By Jeffrey Burt  |  Posted 2014-06-12
 
 
 
AMD Su

Since joining Advanced Micro Devices in 2012 as part of a new management team under new CEO Rory Read, Lisa Su has been among the highest profile executives at the chip vendor, leading its product strategy and business plans and taking the stage  at most of the company's events.

In its latest restructuring, Su—who had been senior vice president and general manager of AMD's Global Business Units—will now be the company's chief operating officer, giving her greater authority over the company's direction.

Su's appointment was announced June 12, along with another executive shift and the reorganization of the chip vendor's business units in an effort to make the company more efficient and responsive to market changes.

The moves are part of a larger effort to remake AMD that was begun after Read took the reins in 2011 following a time as president and chief operating officer at Lenovo and, previous to that, more than two decades at IBM.

"Today's announcement represents the next step in our long-term strategic plan to help ensure AMD's operating structure and culture are better aligned to drive consistent growth and profitability by leveraging our leadership IP to create differentiated products that help our customers win across a diversified set of high-growth markets," Read said in a statement.

Talking about Su, Read said that the former Freescale and IBM executive "has been a driving force in AMD's recent success, and as COO, she will expand on this foundation and lead a broader organization designed to more quickly adapt to industry shifts, streamline execution and decision making, and create even greater value for our customers."

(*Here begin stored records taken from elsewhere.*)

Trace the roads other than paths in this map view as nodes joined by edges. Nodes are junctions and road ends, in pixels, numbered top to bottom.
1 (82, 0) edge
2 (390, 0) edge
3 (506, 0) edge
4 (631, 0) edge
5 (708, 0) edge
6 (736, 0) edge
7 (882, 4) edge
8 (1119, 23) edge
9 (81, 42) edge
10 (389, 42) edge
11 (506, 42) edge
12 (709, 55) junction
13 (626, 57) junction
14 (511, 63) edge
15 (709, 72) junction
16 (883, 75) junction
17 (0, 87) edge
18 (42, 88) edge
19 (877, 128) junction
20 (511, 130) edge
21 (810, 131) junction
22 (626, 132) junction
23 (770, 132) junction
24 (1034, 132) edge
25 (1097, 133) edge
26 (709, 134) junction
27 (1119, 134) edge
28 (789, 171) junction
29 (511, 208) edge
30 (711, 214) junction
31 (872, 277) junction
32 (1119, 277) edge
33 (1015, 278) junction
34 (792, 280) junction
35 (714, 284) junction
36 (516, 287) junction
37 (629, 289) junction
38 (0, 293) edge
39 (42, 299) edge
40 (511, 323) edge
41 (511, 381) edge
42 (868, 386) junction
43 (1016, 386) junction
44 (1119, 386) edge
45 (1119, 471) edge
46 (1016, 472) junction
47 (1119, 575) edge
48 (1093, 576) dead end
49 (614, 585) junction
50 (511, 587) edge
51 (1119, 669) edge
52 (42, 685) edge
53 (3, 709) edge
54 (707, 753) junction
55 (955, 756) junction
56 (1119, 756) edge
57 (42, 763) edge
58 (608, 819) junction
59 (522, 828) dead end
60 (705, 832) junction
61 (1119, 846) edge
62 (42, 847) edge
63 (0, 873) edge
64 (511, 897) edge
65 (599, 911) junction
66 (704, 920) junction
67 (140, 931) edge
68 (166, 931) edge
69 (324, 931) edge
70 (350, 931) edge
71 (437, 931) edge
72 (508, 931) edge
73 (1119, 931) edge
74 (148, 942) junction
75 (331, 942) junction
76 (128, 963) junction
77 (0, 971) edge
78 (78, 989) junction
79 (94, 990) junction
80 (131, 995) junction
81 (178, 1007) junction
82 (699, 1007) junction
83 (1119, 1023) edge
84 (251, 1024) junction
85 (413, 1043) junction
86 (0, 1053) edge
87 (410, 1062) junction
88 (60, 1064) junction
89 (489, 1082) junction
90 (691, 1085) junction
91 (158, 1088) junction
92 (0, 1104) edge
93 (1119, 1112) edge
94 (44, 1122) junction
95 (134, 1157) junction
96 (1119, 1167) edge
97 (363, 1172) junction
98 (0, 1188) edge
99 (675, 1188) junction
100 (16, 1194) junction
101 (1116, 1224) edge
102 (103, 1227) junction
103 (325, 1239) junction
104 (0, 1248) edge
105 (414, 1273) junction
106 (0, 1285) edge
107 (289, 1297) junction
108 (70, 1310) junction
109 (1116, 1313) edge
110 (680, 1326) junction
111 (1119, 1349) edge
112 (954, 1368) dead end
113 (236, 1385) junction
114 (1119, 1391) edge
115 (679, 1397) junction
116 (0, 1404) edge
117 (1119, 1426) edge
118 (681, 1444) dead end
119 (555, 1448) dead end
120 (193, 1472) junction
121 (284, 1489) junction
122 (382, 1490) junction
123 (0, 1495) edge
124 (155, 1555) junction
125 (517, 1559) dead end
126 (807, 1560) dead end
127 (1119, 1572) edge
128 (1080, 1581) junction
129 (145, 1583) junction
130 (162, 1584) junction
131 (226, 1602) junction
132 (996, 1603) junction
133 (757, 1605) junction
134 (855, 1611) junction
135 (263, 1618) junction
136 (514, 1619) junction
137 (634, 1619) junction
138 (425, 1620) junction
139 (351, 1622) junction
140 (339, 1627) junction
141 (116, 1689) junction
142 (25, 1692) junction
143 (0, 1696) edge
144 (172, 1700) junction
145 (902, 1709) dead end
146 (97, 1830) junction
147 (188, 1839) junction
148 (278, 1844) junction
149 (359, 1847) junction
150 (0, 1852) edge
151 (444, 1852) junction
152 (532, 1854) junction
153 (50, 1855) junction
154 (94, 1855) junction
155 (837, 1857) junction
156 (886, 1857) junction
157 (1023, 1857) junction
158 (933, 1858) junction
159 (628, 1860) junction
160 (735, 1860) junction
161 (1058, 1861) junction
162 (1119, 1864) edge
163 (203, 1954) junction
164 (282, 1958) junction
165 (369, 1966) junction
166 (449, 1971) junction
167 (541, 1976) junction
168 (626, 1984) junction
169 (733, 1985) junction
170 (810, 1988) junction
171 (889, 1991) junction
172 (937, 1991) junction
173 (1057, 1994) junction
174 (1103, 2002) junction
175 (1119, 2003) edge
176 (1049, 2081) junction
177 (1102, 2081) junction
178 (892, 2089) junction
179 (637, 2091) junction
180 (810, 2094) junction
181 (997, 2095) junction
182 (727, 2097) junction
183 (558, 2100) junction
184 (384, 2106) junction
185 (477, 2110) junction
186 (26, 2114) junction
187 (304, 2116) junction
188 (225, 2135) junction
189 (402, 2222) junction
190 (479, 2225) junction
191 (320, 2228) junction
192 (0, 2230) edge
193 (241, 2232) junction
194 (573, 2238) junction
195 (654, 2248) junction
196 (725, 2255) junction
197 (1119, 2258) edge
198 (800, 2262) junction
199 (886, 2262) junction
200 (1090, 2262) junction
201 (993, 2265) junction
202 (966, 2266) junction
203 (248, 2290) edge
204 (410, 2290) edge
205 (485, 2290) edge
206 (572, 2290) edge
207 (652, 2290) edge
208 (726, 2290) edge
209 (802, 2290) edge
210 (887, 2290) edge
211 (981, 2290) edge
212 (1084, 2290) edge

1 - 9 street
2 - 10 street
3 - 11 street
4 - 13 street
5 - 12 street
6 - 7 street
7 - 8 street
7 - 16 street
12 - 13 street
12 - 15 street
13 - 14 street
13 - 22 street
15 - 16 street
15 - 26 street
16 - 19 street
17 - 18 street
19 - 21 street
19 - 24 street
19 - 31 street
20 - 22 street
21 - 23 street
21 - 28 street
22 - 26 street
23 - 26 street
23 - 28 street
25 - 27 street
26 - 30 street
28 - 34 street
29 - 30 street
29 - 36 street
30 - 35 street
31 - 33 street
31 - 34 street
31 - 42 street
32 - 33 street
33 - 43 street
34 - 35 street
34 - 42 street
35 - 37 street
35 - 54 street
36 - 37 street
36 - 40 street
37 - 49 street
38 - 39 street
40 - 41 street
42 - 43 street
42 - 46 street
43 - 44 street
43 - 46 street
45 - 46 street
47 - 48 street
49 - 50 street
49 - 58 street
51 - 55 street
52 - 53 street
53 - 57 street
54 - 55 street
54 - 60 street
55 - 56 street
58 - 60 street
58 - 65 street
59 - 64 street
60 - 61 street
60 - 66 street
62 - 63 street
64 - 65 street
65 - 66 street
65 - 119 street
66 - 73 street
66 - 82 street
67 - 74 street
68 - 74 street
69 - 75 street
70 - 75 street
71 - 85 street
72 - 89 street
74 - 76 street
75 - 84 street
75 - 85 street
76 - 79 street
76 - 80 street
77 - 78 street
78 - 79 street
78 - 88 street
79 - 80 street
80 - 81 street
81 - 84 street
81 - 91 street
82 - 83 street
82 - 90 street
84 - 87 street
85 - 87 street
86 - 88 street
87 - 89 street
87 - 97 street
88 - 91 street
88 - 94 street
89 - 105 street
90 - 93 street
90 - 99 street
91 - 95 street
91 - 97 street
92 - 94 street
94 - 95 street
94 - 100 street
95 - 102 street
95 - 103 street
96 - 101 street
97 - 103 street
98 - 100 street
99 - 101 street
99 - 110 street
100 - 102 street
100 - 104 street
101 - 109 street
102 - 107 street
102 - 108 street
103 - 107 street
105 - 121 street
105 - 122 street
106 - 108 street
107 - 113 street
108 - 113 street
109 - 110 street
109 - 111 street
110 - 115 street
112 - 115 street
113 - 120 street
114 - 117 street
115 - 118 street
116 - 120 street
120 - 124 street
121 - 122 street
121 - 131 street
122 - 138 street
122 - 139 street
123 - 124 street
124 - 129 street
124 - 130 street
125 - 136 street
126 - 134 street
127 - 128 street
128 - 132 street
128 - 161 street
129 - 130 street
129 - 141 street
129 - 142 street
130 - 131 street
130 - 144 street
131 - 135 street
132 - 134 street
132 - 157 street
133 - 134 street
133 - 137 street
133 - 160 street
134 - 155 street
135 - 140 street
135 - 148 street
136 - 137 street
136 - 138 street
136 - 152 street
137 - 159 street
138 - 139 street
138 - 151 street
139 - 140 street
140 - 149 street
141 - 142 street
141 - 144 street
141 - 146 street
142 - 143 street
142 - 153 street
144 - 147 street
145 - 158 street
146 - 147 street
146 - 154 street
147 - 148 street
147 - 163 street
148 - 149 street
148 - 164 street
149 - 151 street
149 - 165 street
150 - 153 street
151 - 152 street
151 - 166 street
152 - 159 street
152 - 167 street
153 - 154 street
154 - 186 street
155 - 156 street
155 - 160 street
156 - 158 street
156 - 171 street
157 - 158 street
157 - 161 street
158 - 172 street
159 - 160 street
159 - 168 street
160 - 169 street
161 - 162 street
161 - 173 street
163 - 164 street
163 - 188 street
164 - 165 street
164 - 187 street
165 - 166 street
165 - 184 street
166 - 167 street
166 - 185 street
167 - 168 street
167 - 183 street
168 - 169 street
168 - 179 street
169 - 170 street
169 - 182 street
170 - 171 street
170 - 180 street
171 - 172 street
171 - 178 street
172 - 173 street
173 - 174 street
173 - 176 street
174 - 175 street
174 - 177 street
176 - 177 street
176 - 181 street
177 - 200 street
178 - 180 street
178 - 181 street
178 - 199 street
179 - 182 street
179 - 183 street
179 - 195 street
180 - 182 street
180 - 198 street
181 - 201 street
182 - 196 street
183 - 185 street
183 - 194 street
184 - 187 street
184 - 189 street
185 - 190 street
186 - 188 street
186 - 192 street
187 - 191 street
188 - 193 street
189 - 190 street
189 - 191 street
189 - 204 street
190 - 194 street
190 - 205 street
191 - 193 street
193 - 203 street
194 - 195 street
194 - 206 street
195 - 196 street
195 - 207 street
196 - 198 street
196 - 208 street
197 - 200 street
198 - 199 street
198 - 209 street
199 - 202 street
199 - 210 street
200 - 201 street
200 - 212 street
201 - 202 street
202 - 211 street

Among the other changes, the company is combining its client, consumer graphics and professional graphics businesses into the Computing and Graphics Business Group, which will be overseen by John Byrne, who is moving from chief sales officer to senior vice president and general manager of the business unit and who will report to Su.

In addition, AMD's server, embedded, dense server and semi-custom businesses will be folded into the Enterprise, Embedded and Semi-Custom Business Group. Su will be the unit's acting lead, according to the company.

During his tenure, Read has overseen a reshaping of AMD in an effort to gain more solid financial footing. The company has focused on several growth areas—including embedded systems, dense servers, ultraportable systems and graphics—as it reduces its reliance on the slowing global PC market. At the same time, AMD last year scored significant victories when its chips were chosen to power the latest versions of Microsoft's Xbox and Sony's PlayStation game consoles, which helped it return to profitability last year for the first time in three years.

The company also has embraced the ARM architecture, with plans to offer ARM-based server chips alongside its traditional x86 processors. Company executives believe energy-efficient microservers could eventually account for as much as 25 percent of all server sales worldwide, and that the low-power ARM architecture will dominate the space, despite Intel's efforts to build out its x86 Atom platform to address the market. AMD will be the top ARM server chip seller, they've said.